Ler é uma experiência diferente de se ver uma série. Há um trabalho diferente daquele de se seguir, da poltrona, a tela. Agora levo isso ainda mais em conta. Mas ainda me impressiono em como os personagens, e os atores que os interpretam, são tais quais os que criei, inclusive em seus temperamentos, jeito de ser. E aí precisamos falar de Gary Oldman.
Gary Oldman.
Precisamos falar de Sir Gary Oldman…
É verdade, o Jackson Lamb, quem diria, agora é um Sir (risos). Gary é de outro mundo. Ele criou movimentos, trejeitos, que nem tinha pensado para o personagem. Adoro ver o que faz. Mas jamais carreguei o que ele criou para os livros. A não ser uma vez: ele me mandou uma foto que tirou das meias do sogro. Com a legenda: “Mick, quem isso te lembra?” O sogro costura os furos das meias velhas das quais não quer se desapegar com fita adesiva. Aí foi maior do que eu. Levei as meias para os livros (risos).
Nas redes sociais, fracasso se tornou atestado de incompetência. Um dos segredos para o sucesso dos livros foi apostar no avesso da americanização do nosso cotidiano?
Há algo bem britânico em se prestar atenção no perdedor, no azarão, no marginalizado, distante das pessoas de propaganda de margarina. Todos temos dias difíceis. Meus personagens os têm de sobra. Os livros podem ter funcionado como um escape à ditadura do sorriso, mas preciso reconhecer, até para ser coerente, que demorou para caírem no gosto das pessoas.

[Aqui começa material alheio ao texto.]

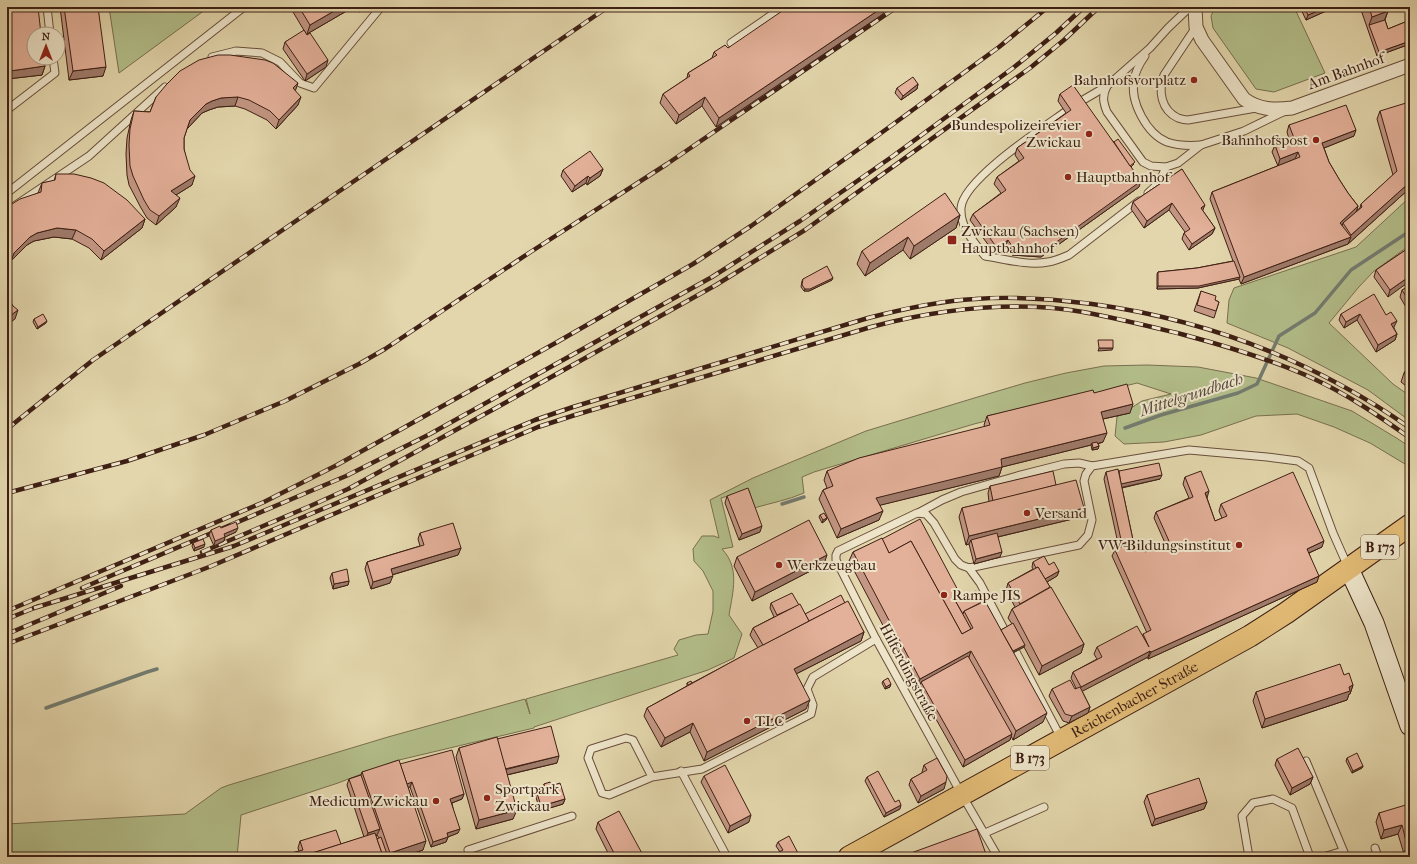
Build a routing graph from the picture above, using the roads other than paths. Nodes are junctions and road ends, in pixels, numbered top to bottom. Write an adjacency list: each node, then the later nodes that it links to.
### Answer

Nossa conversa me fez pensar que há outra característica da minha literatura nestes tempos velozes.
Qual?
Há muita gente escrevendo com a atenção voltada para uma sequência frenética de ação. Eu gosto mesmo é de me dedicar aos personagens, de pensar neles, no que estão pensando e sentindo.
Quais foram os livros da sua vida?
Os que li no fim da adolescência e começo da vida adulta. Que me formaram. Na faculdade de Língua Inglesa, os clássicos. Li toda Jane Austen e Charles Dickens. Antes, no colégio, todos os thrillers, Agatha Christie, John Steinbeck, Muriel Spark, e, claro, F. Scott Fitzgerald, que tratou do fracasso como poucos.
‘Slow Horses’
Tradução: Camila von Holdefer. Editora: Intrínseca. Páginas: 416. Preço: R$ 79,90.
‘Leões adormecidos’
Tradução: Rita Paschoalin. Editora: Intrínseca. Páginas: 416. Preço: R$ 79,90.